NEW ORLEANS (WVUE) - The National Institutes of Health awarded Tulane University School of Medicine a contract for up to $8.5 million over five years to develop a more effective and longer-lasting vaccine against pertussis, more commonly known as “whooping cough.” The National Institutes of Health awarded the five-year contract to develop the next-generation of vaccines that will deliver a more potent immune response that what is currently available.
Microbiologist Lisa Morici, PhD, and immunologist James McLachlan, PhD, will lead the project that will use outer membrane vesicles (OMVs), which are nanoparticles shed by bacteria as they grow. The researchers goal is to improve an existing vaccine against three deadly diseases caused by bacteria: diphtheria, tetanus and pertussis.

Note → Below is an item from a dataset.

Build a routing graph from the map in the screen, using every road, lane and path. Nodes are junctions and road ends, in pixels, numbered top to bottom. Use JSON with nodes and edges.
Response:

They’ll evaluate the OMV-based vaccine’s safety and effectiveness in animal models to pave the way for potential clinical studies. Worldwide, there are an estimated 24.1 million cases of pertussis and about 160,700 deaths per year, according to the Centers for Disease Control.
Despite widespread vaccination, pertussis cases have spiked in the U.S. in the last decade and a half with almost 18,000 reported in 2016. Part of the increase is blamed on limitations of the current vaccine, which doesn’t provide lasting immunity and may not prevent person-to-person transmission.

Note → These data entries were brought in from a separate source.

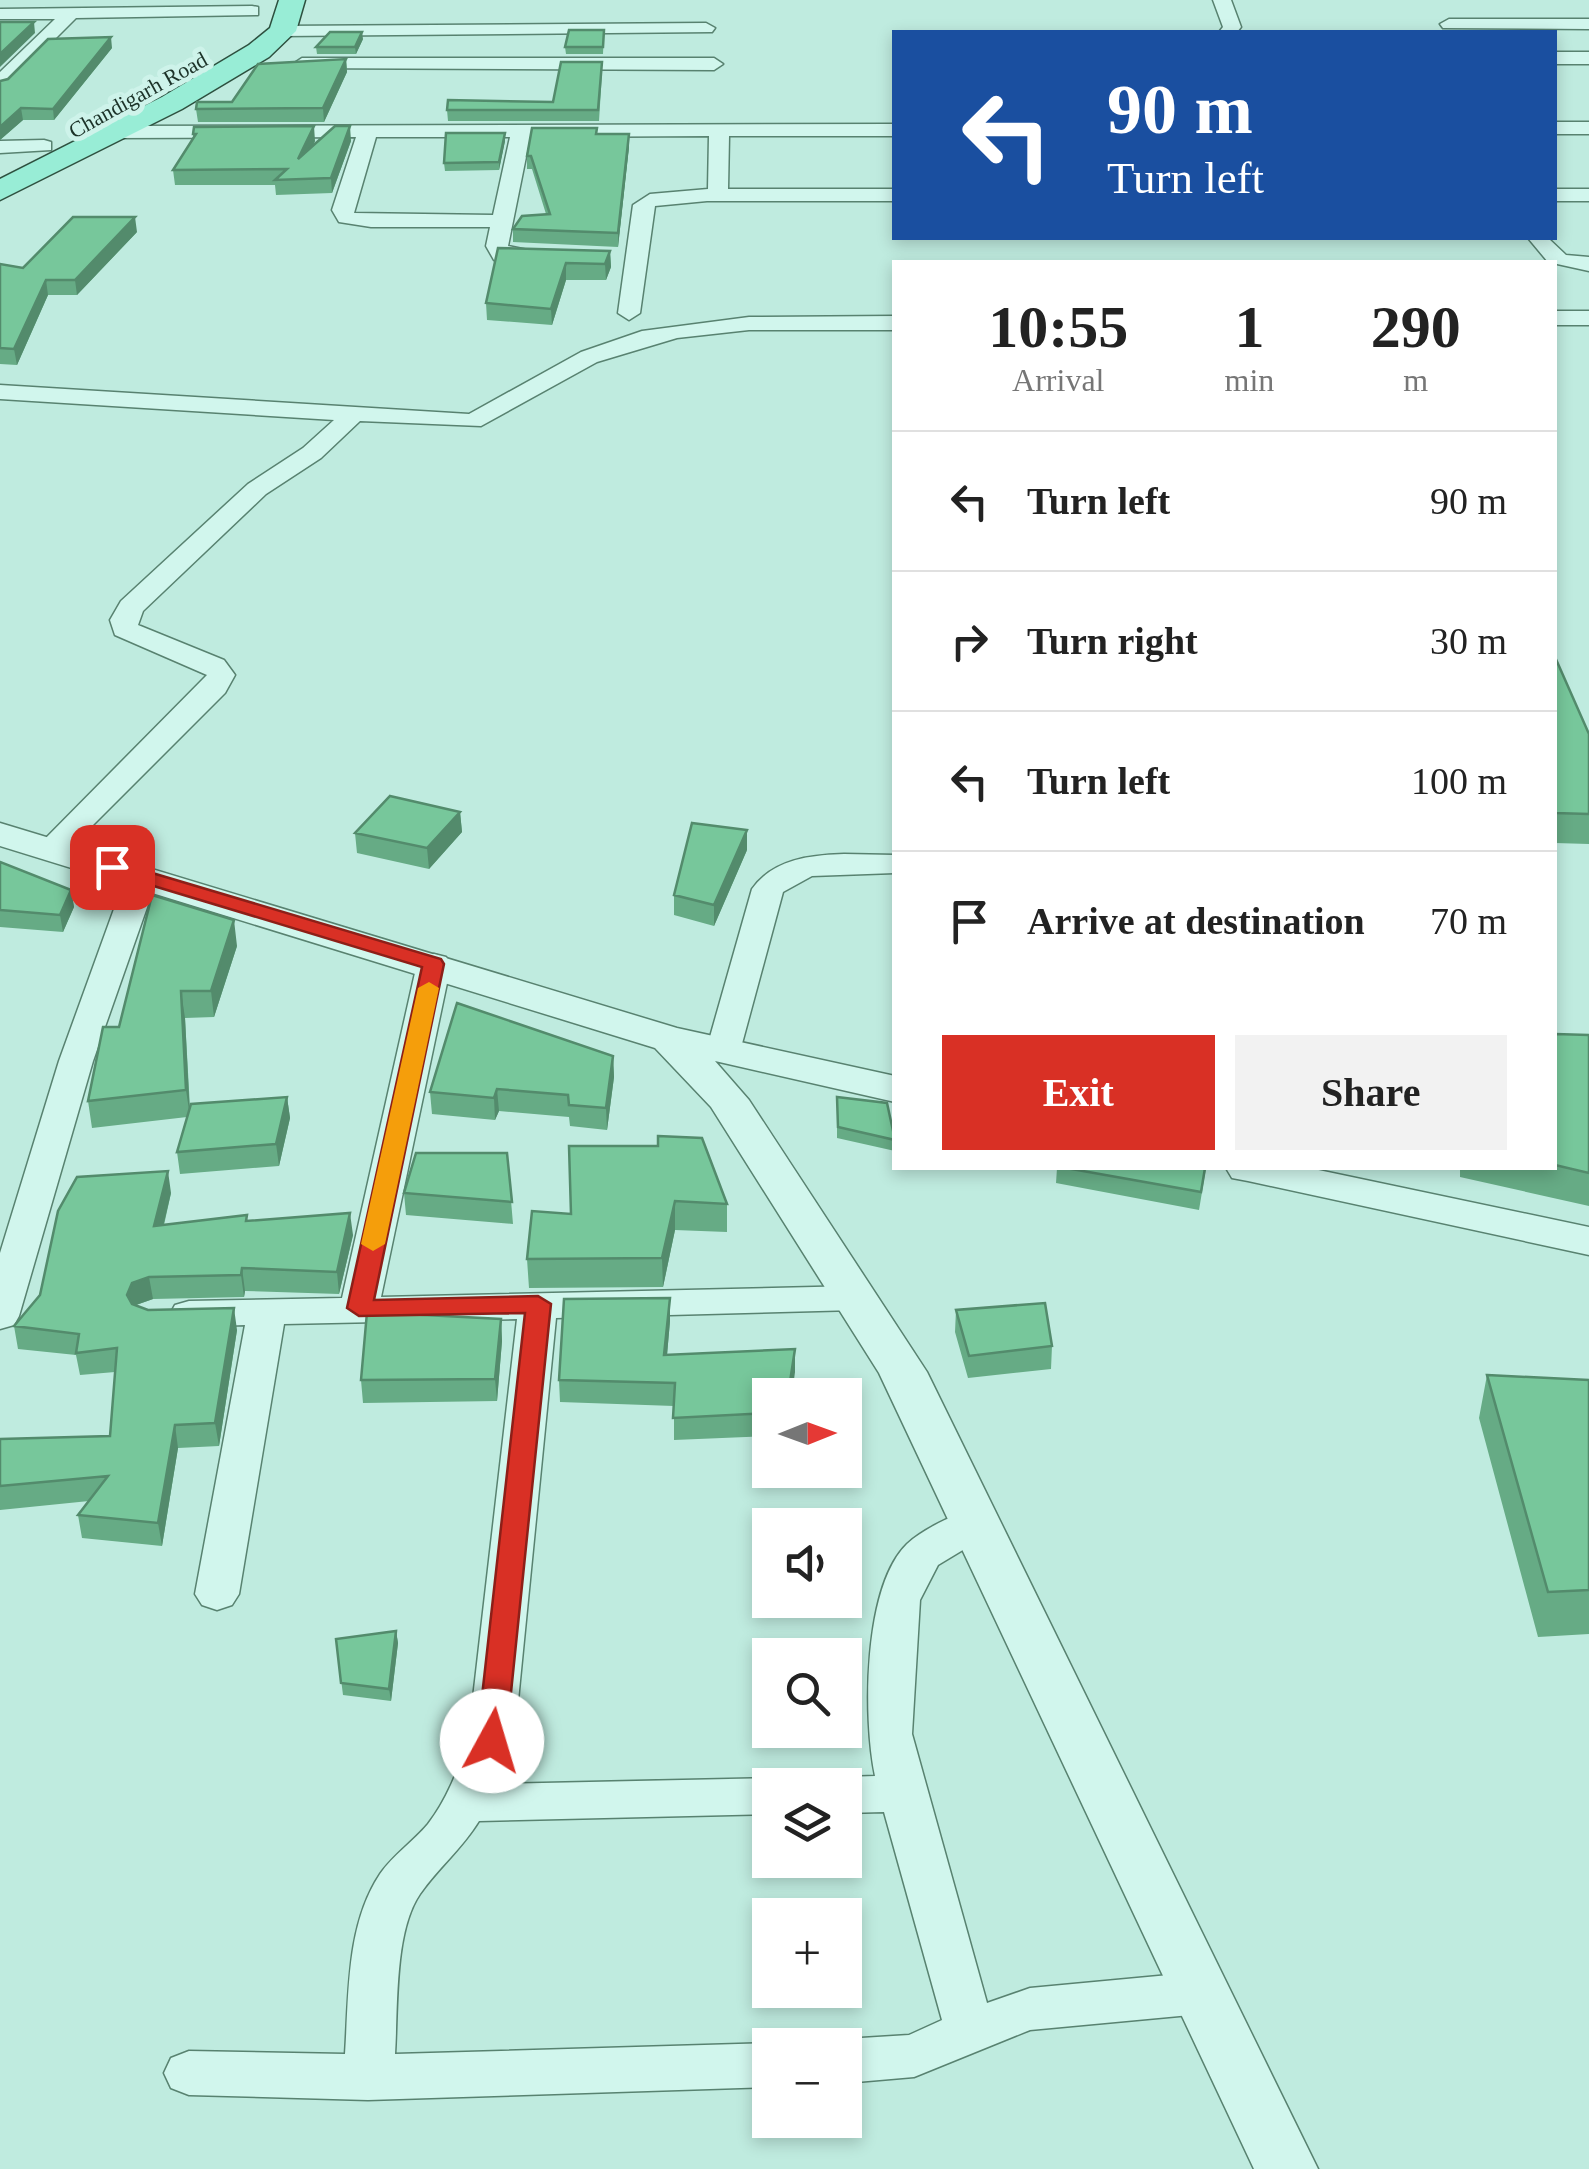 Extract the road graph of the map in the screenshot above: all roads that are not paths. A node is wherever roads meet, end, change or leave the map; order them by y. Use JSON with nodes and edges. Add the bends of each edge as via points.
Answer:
{"nodes":[{"id":1,"x":292,"y":0,"type":"edge"},
{"id":2,"x":1222,"y":0,"type":"edge"},
{"id":3,"x":254,"y":6,"type":"edge"},
{"id":4,"x":71,"y":13,"type":"junction"},
{"id":5,"x":0,"y":14,"type":"edge"},
{"id":6,"x":1449,"y":24,"type":"dead end"},
{"id":7,"x":1589,"y":24,"type":"edge"},
{"id":8,"x":706,"y":28,"type":"dead end"},
{"id":9,"x":1229,"y":30,"type":"edge"},
{"id":10,"x":282,"y":31,"type":"junction"},
{"id":11,"x":1557,"y":58,"type":"edge"},
{"id":12,"x":1589,"y":58,"type":"edge"},
{"id":13,"x":236,"y":64,"type":"junction"},
{"id":14,"x":714,"y":64,"type":"dead end"},
{"id":15,"x":0,"y":83,"type":"edge"},
{"id":16,"x":1557,"y":128,"type":"edge"},
{"id":17,"x":1589,"y":128,"type":"edge"},
{"id":18,"x":892,"y":130,"type":"edge"},
{"id":19,"x":719,"y":131,"type":"junction"},
{"id":20,"x":114,"y":132,"type":"junction"},
{"id":21,"x":521,"y":132,"type":"junction"},
{"id":22,"x":367,"y":133,"type":"junction"},
{"id":23,"x":44,"y":146,"type":"junction"},
{"id":24,"x":0,"y":147,"type":"edge"},
{"id":25,"x":0,"y":169,"type":"edge"},
{"id":26,"x":0,"y":191,"type":"edge"},
{"id":27,"x":892,"y":195,"type":"edge"},
{"id":28,"x":1557,"y":195,"type":"edge"},
{"id":29,"x":1589,"y":195,"type":"edge"},
{"id":30,"x":718,"y":196,"type":"junction"},
{"id":31,"x":502,"y":222,"type":"junction"},
{"id":32,"x":1539,"y":240,"type":"edge"},
{"id":33,"x":565,"y":258,"type":"edge"},
{"id":34,"x":1554,"y":260,"type":"edge"},
{"id":35,"x":1557,"y":262,"type":"edge"},
{"id":36,"x":1589,"y":264,"type":"edge"},
{"id":37,"x":630,"y":313,"type":"dead end"},
{"id":38,"x":1557,"y":318,"type":"edge"},
{"id":39,"x":1589,"y":318,"type":"edge"},
{"id":40,"x":892,"y":323,"type":"edge"},
{"id":41,"x":0,"y":392,"type":"edge"},
{"id":42,"x":352,"y":416,"type":"junction"},
{"id":43,"x":0,"y":834,"type":"edge"},
{"id":44,"x":50,"y":849,"type":"junction"},
{"id":45,"x":892,"y":864,"type":"edge"},
{"id":46,"x":142,"y":876,"type":"junction"},
{"id":47,"x":434,"y":964,"type":"junction"},
{"id":48,"x":670,"y":1039,"type":"junction"},
{"id":49,"x":723,"y":1051,"type":"junction"},
{"id":50,"x":892,"y":1088,"type":"edge"},
{"id":51,"x":1257,"y":1170,"type":"edge"},
{"id":52,"x":1589,"y":1241,"type":"edge"},
{"id":53,"x":856,"y":1298,"type":"junction"},
{"id":54,"x":538,"y":1304,"type":"junction"},
{"id":55,"x":359,"y":1308,"type":"junction"},
{"id":56,"x":268,"y":1312,"type":"junction"},
{"id":57,"x":0,"y":1316,"type":"edge"},
{"id":58,"x":153,"y":1316,"type":"edge"},
{"id":59,"x":976,"y":1523,"type":"junction"},
{"id":60,"x":217,"y":1594,"type":"dead end"},
{"id":61,"x":902,"y":1794,"type":"junction"},
{"id":62,"x":862,"y":1795,"type":"edge"},
{"id":63,"x":752,"y":1796,"type":"edge"},
{"id":64,"x":466,"y":1803,"type":"junction"},
{"id":65,"x":1201,"y":1992,"type":"junction"},
{"id":66,"x":970,"y":2030,"type":"junction"},
{"id":67,"x":862,"y":2059,"type":"edge"},
{"id":68,"x":752,"y":2066,"type":"edge"},
{"id":69,"x":189,"y":2073,"type":"dead end"},
{"id":70,"x":368,"y":2078,"type":"junction"},
{"id":71,"x":1286,"y":2169,"type":"edge"}],
"edges":[{"from":1,"to":10,"type":"main road"},
{"from":2,"to":9,"type":"street"},
{"from":3,"to":4,"type":"street"},
{"from":3,"to":23,"type":"main road","name":"Chandigarh Road","via":[[213,55]]},
{"from":4,"to":5,"type":"street"},
{"from":4,"to":15,"type":"street"},
{"from":6,"to":7,"type":"street"},
{"from":8,"to":10,"type":"street","via":[[659,21],[414,22]]},
{"from":10,"to":13,"type":"main road"},
{"from":11,"to":12,"type":"street"},
{"from":13,"to":14,"type":"street"},
{"from":13,"to":20,"type":"main road"},
{"from":16,"to":17,"type":"street"},
{"from":18,"to":19,"type":"street"},
{"from":19,"to":21,"type":"street"},
{"from":19,"to":30,"type":"street"},
{"from":20,"to":22,"type":"street"},
{"from":20,"to":26,"type":"main road"},
{"from":21,"to":22,"type":"street"},
{"from":21,"to":31,"type":"street"},
{"from":22,"to":31,"type":"street","via":[[342,210],[346,218]]},
{"from":23,"to":24,"type":"street"},
{"from":23,"to":25,"type":"main road","name":"Chandigarh Road"},
{"from":27,"to":30,"type":"street"},
{"from":28,"to":29,"type":"street"},
{"from":30,"to":37,"type":"street","via":[[643,205],[627,258]]},
{"from":31,"to":33,"type":"street","via":[[502,255]]},
{"from":32,"to":34,"type":"street"},
{"from":35,"to":36,"type":"street"},
{"from":38,"to":39,"type":"street"},
{"from":40,"to":42,"type":"street","via":[[679,329],[604,350],[472,421]]},
{"from":41,"to":42,"type":"street"},
{"from":42,"to":44,"type":"street","via":[[257,489],[130,607],[125,629],[214,666],[220,676]]},
{"from":43,"to":44,"type":"street"},
{"from":44,"to":46,"type":"street"},
{"from":45,"to":49,"type":"street","via":[[805,866],[778,876],[768,889]]},
{"from":46,"to":47,"type":"street"},
{"from":46,"to":57,"type":"street","via":[[76,1061]]},
{"from":47,"to":48,"type":"street"},
{"from":47,"to":55,"type":"street"},
{"from":48,"to":49,"type":"street"},
{"from":48,"to":53,"type":"street","via":[[728,1100]]},
{"from":49,"to":50,"type":"street"},
{"from":51,"to":52,"type":"street"},
{"from":53,"to":54,"type":"street"},
{"from":53,"to":59,"type":"street","via":[[903,1372]]},
{"from":54,"to":55,"type":"street"},
{"from":54,"to":64,"type":"street","via":[[492,1741]]},
{"from":55,"to":56,"type":"street"},
{"from":56,"to":58,"type":"street"},
{"from":56,"to":60,"type":"street"},
{"from":59,"to":61,"type":"street","via":[[922,1555],[898,1600],[889,1734]]},
{"from":59,"to":65,"type":"street"},
{"from":61,"to":62,"type":"street"},
{"from":61,"to":66,"type":"street"},
{"from":63,"to":64,"type":"street"},
{"from":64,"to":70,"type":"street","via":[[398,1886],[378,1942]]},
{"from":65,"to":66,"type":"street","via":[[1030,2009]]},
{"from":65,"to":71,"type":"street"},
{"from":66,"to":67,"type":"street","via":[[914,2056]]},
{"from":68,"to":70,"type":"street"},
{"from":69,"to":70,"type":"street"}]}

Currently, children must get a series of doses before age 1 and need another at the end of adolescence. Continued compliance is also an issue as adults need a booster shot every 10 years to retain immunity. Tulane researchers believe their vaccine formulation can address many of those drawbacks by providing longer lasting immunity in fewer doses.

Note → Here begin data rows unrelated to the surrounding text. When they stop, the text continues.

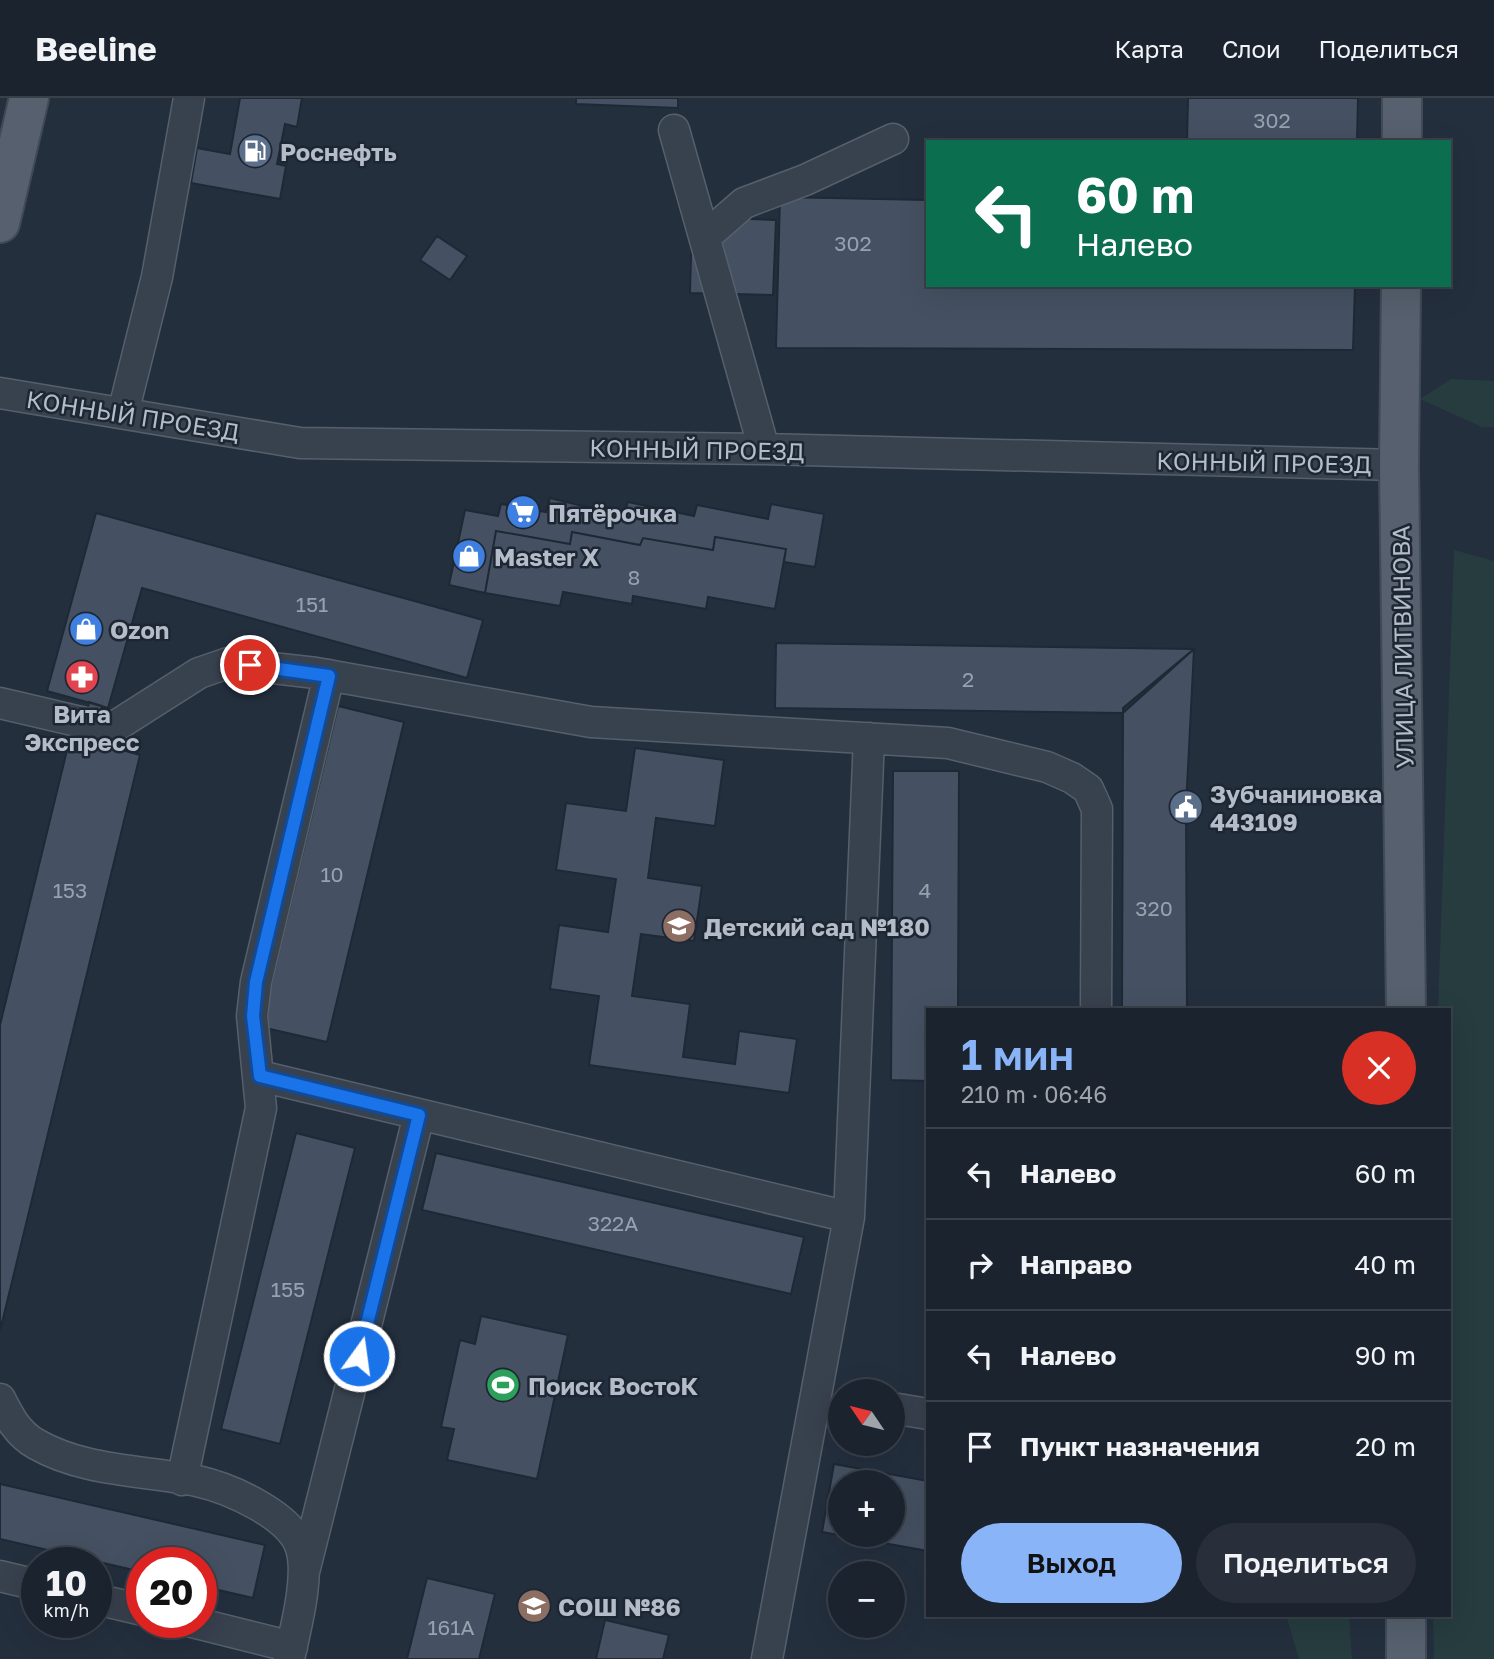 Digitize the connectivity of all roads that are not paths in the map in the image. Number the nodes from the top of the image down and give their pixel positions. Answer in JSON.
{"nodes":[{"id":1,"x":29,"y":98,"type":"edge"},
{"id":2,"x":188,"y":98,"type":"edge"},
{"id":3,"x":1402,"y":98,"type":"edge"},
{"id":4,"x":674,"y":130,"type":"dead end"},
{"id":5,"x":893,"y":139,"type":"dead end"},
{"id":6,"x":1402,"y":140,"type":"edge"},
{"id":7,"x":0,"y":223,"type":"edge"},
{"id":8,"x":705,"y":237,"type":"junction"},
{"id":9,"x":1401,"y":287,"type":"edge"},
{"id":10,"x":0,"y":393,"type":"edge"},
{"id":11,"x":123,"y":413,"type":"junction"},
{"id":12,"x":764,"y":449,"type":"junction"},
{"id":13,"x":1399,"y":465,"type":"junction"},
{"id":14,"x":329,"y":676,"type":"junction"},
{"id":15,"x":0,"y":703,"type":"edge"},
{"id":16,"x":869,"y":738,"type":"junction"},
{"id":17,"x":1096,"y":1008,"type":"edge"},
{"id":18,"x":1406,"y":1008,"type":"edge"},
{"id":19,"x":260,"y":1076,"type":"junction"},
{"id":20,"x":419,"y":1115,"type":"junction"},
{"id":21,"x":849,"y":1217,"type":"junction"},
{"id":22,"x":827,"y":1398,"type":"edge"},
{"id":23,"x":0,"y":1399,"type":"edge"},
{"id":24,"x":905,"y":1410,"type":"edge"},
{"id":25,"x":926,"y":1414,"type":"edge"},
{"id":26,"x":181,"y":1480,"type":"junction"},
{"id":27,"x":304,"y":1572,"type":"junction"},
{"id":28,"x":0,"y":1576,"type":"edge"},
{"id":29,"x":21,"y":1581,"type":"edge"},
{"id":30,"x":1406,"y":1617,"type":"edge"},
{"id":31,"x":217,"y":1630,"type":"edge"},
{"id":32,"x":290,"y":1653,"type":"edge"},
{"id":33,"x":767,"y":1659,"type":"edge"},
{"id":34,"x":1406,"y":1659,"type":"edge"}],
"edges":[{"from":1,"to":7,"type":"main road"},
{"from":2,"to":11,"type":"street"},
{"from":3,"to":6,"type":"main road"},
{"from":4,"to":8,"type":"street"},
{"from":5,"to":8,"type":"street"},
{"from":8,"to":12,"type":"street"},
{"from":9,"to":13,"type":"main road","name":"УЛИЦА ЛИТВИНОВА"},
{"from":10,"to":11,"type":"street","name":"КОННЫЙ ПРОЕЗД"},
{"from":11,"to":12,"type":"street","name":"КОННЫЙ ПРОЕЗД"},
{"from":12,"to":13,"type":"street","name":"КОННЫЙ ПРОЕЗД"},
{"from":13,"to":18,"type":"main road","name":"УЛИЦА ЛИТВИНОВА"},
{"from":14,"to":15,"type":"street"},
{"from":14,"to":16,"type":"street"},
{"from":14,"to":19,"type":"street"},
{"from":16,"to":17,"type":"street"},
{"from":16,"to":21,"type":"street"},
{"from":19,"to":20,"type":"street"},
{"from":19,"to":26,"type":"street"},
{"from":20,"to":21,"type":"street"},
{"from":20,"to":27,"type":"street"},
{"from":21,"to":22,"type":"street"},
{"from":22,"to":33,"type":"street"},
{"from":23,"to":26,"type":"street"},
{"from":24,"to":25,"type":"street"},
{"from":26,"to":27,"type":"street"},
{"from":27,"to":32,"type":"street"},
{"from":28,"to":29,"type":"street"},
{"from":30,"to":34,"type":"main road"},
{"from":31,"to":32,"type":"street"}]}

OMVs are an emerging technology as a new class of adjuvants or immune system triggers in next-generation vaccines. Tulane says our bodies recognize OMVs secreted by live bacteria during natural infection. When used in vaccines, they can fool the body into mounting a similar immune response. “If you get infected with a pathogenic organism— a virus or bacteria —it generally engages almost every aspect of the immune system, but most vaccines typically engage only one or two aspects,” said McLachlan, associate professor of microbiology and immunology. “We thought that if a real infection can engage all the arms of the immune system, then maybe a facsimile of a bacteria could as well.”
The researchers will test different versions of the vaccine delivered as injections under the skin or into muscle as well as nasal and oral formulations.